## Problem to work on
Filter these entries down to the lines that hold the word "West", and show each of them.

(Stored data entries)
____
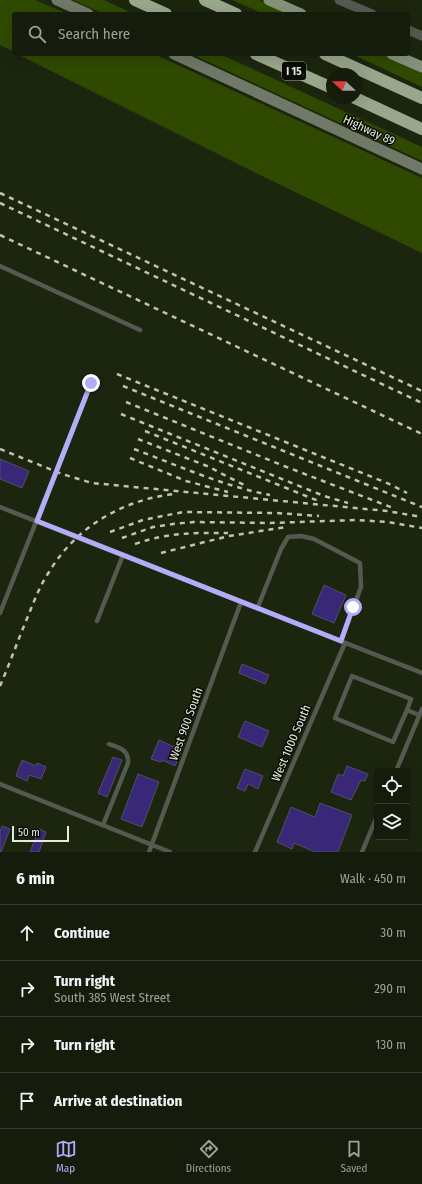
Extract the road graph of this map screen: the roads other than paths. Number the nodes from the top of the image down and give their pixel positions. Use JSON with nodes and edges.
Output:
{"nodes":[{"id":1,"x":57,"y":0,"type":"edge"},
{"id":2,"x":135,"y":0,"type":"edge"},
{"id":3,"x":205,"y":0,"type":"edge"},
{"id":4,"x":269,"y":0,"type":"edge"},
{"id":5,"x":339,"y":0,"type":"edge"},
{"id":6,"x":84,"y":12,"type":"edge"},
{"id":7,"x":162,"y":12,"type":"edge"},
{"id":8,"x":232,"y":12,"type":"edge"},
{"id":9,"x":296,"y":12,"type":"edge"},
{"id":10,"x":367,"y":12,"type":"edge"},
{"id":11,"x":410,"y":31,"type":"edge"},
{"id":12,"x":422,"y":36,"type":"edge"},
{"id":13,"x":178,"y":56,"type":"edge"},
{"id":14,"x":260,"y":56,"type":"edge"},
{"id":15,"x":329,"y":56,"type":"edge"},
{"id":16,"x":397,"y":56,"type":"edge"},
{"id":17,"x":422,"y":67,"type":"edge"},
{"id":18,"x":326,"y":85,"type":"edge"},
{"id":19,"x":422,"y":98,"type":"edge"},
{"id":20,"x":362,"y":101,"type":"edge"},
{"id":21,"x":422,"y":129,"type":"edge"},
{"id":22,"x":422,"y":168,"type":"edge"},
{"id":23,"x":0,"y":266,"type":"edge"},
{"id":24,"x":140,"y":330,"type":"dead end"},
{"id":25,"x":91,"y":383,"type":"dead end"},
{"id":26,"x":0,"y":507,"type":"edge"},
{"id":27,"x":37,"y":521,"type":"junction"},
{"id":28,"x":123,"y":555,"type":"junction"},
{"id":29,"x":241,"y":602,"type":"junction"},
{"id":30,"x":257,"y":609,"type":"junction"},
{"id":31,"x":0,"y":613,"type":"edge"},
{"id":32,"x":97,"y":621,"type":"dead end"},
{"id":33,"x":343,"y":642,"type":"junction"},
{"id":34,"x":422,"y":673,"type":"edge"},
{"id":35,"x":422,"y":708,"type":"edge"},
{"id":36,"x":407,"y":710,"type":"junction"},
{"id":37,"x":419,"y":715,"type":"junction"},
{"id":38,"x":109,"y":744,"type":"dead end"},
{"id":39,"x":397,"y":768,"type":"edge"},
{"id":40,"x":0,"y":784,"type":"edge"},
{"id":41,"x":374,"y":823,"type":"edge"},
{"id":42,"x":104,"y":825,"type":"junction"},
{"id":43,"x":152,"y":845,"type":"junction"},
{"id":44,"x":149,"y":852,"type":"edge"},
{"id":45,"x":170,"y":852,"type":"edge"},
{"id":46,"x":254,"y":852,"type":"edge"},
{"id":47,"x":362,"y":852,"type":"edge"}],
"edges":[{"from":1,"to":6,"type":"main road"},
{"from":2,"to":7,"type":"highway"},
{"from":3,"to":8,"type":"highway"},
{"from":4,"to":9,"type":"main road"},
{"from":5,"to":10,"type":"street"},
{"from":11,"to":12,"type":"street"},
{"from":13,"to":22,"type":"main road","name":"Highway 89"},
{"from":14,"to":18,"type":"highway","number":"I 15"},
{"from":15,"to":19,"type":"highway"},
{"from":16,"to":17,"type":"main road"},
{"from":20,"to":21,"type":"highway"},
{"from":23,"to":24,"type":"lane"},
{"from":25,"to":27,"type":"lane"},
{"from":26,"to":27,"type":"lane"},
{"from":27,"to":28,"type":"lane"},
{"from":27,"to":31,"type":"lane"},
{"from":28,"to":29,"type":"lane"},
{"from":28,"to":32,"type":"lane"},
{"from":29,"to":30,"type":"lane"},
{"from":29,"to":43,"type":"lane","name":"West 900 South"},
{"from":30,"to":33,"type":"lane"},
{"from":30,"to":33,"type":"lane","name":"West 1000 South"},
{"from":33,"to":34,"type":"lane"},
{"from":33,"to":46,"type":"lane","name":"West 1000 South"},
{"from":35,"to":37,"type":"lane"},
{"from":36,"to":36,"type":"lane"},
{"from":36,"to":37,"type":"lane"},
{"from":37,"to":39,"type":"lane"},
{"from":38,"to":42,"type":"lane"},
{"from":40,"to":42,"type":"lane"},
{"from":41,"to":47,"type":"lane"},
{"from":42,"to":43,"type":"lane"},
{"from":43,"to":44,"type":"lane","name":"West 900 South"},
{"from":43,"to":45,"type":"lane"}]}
____
## Exercise response
{"from":29,"to":43,"type":"lane","name":"West 900 South"},
{"from":30,"to":33,"type":"lane","name":"West 1000 South"},
{"from":33,"to":46,"type":"lane","name":"West 1000 South"},
{"from":43,"to":44,"type":"lane","name":"West 900 South"},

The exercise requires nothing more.